Cette exposition aux exportations affecte aussi le marché domestique, puisque faute de débouchés, les entreprises retardent certains achats. Les investissements dans la construction ont pratiquement stagné (+0,02%), signale le Seco, tandis que ceux dans les biens d'équipement ont régressé (-2,0%).
Par ailleurs, «pour demeurer compétitives à l'international, les entreprises consentent à des baisses de prix», relève Sergio Rossi. «Cela se traduit par une stagnation des salaires réels [mesurés en fonction du coût de la vie, ndlr] et à terme une baisse du pouvoir d'achat du consommateur, dont les dépenses restent le moteur de l'économie», poursuit-il.
Premier signe de cet essoufflement: la demande intérieure n'a que faiblement progressé, à 0,1%, selon les données du Seco. Cela s'est en outre traduit par un repli des importations de biens et services (-1,6%). Les analystes écartent toutefois le scénario d'une récession (soit un recul du PIB pendant deux trimestres consécutifs).

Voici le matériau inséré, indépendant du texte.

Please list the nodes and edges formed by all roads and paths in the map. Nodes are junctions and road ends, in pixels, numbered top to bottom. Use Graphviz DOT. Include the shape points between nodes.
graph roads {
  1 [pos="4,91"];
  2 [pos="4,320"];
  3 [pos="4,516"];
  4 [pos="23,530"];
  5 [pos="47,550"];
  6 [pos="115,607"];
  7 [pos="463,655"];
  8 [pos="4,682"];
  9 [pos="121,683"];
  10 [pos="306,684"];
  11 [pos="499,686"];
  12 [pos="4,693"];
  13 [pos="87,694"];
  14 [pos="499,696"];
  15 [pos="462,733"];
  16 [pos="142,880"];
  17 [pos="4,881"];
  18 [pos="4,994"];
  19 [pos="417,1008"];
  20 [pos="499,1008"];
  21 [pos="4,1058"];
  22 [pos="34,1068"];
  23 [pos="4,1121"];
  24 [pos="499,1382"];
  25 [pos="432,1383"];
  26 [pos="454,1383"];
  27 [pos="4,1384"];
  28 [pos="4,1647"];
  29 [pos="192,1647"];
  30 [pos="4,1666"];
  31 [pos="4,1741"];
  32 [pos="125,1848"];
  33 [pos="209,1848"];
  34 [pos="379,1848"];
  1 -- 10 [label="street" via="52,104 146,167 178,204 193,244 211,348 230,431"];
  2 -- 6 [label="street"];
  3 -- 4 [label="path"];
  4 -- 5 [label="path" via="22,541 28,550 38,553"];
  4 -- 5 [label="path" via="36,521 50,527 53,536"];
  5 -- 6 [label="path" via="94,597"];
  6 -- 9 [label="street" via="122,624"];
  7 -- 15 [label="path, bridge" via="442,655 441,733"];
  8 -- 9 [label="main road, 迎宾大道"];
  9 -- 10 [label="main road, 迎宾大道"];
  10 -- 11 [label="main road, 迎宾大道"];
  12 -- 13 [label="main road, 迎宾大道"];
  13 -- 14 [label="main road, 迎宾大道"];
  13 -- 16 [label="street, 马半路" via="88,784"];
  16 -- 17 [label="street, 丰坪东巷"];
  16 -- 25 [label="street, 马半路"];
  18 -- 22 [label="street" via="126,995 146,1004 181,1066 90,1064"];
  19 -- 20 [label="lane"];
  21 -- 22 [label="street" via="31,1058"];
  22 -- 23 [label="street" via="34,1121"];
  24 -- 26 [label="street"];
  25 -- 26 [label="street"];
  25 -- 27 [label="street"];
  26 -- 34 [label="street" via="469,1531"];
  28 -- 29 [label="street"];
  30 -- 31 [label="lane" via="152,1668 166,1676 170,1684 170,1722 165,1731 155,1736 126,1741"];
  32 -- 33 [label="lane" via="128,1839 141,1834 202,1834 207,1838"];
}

A long terme toutefois, la croissance pourrait souffrir d'un marché du travail qui reste problématique en Suisse, selon Sergio Rossi. Cela «en raison d'une précarisation des travailleurs liée au temps partiel et aux contrats à durée déterminée, ainsi qu'au nombre croissant de chômeurs en fin de droits qui ont cessé de chercher du travail», alerte Sergio Rossi. Des données qui n'apparaissent pas dans les statistiques du chômage.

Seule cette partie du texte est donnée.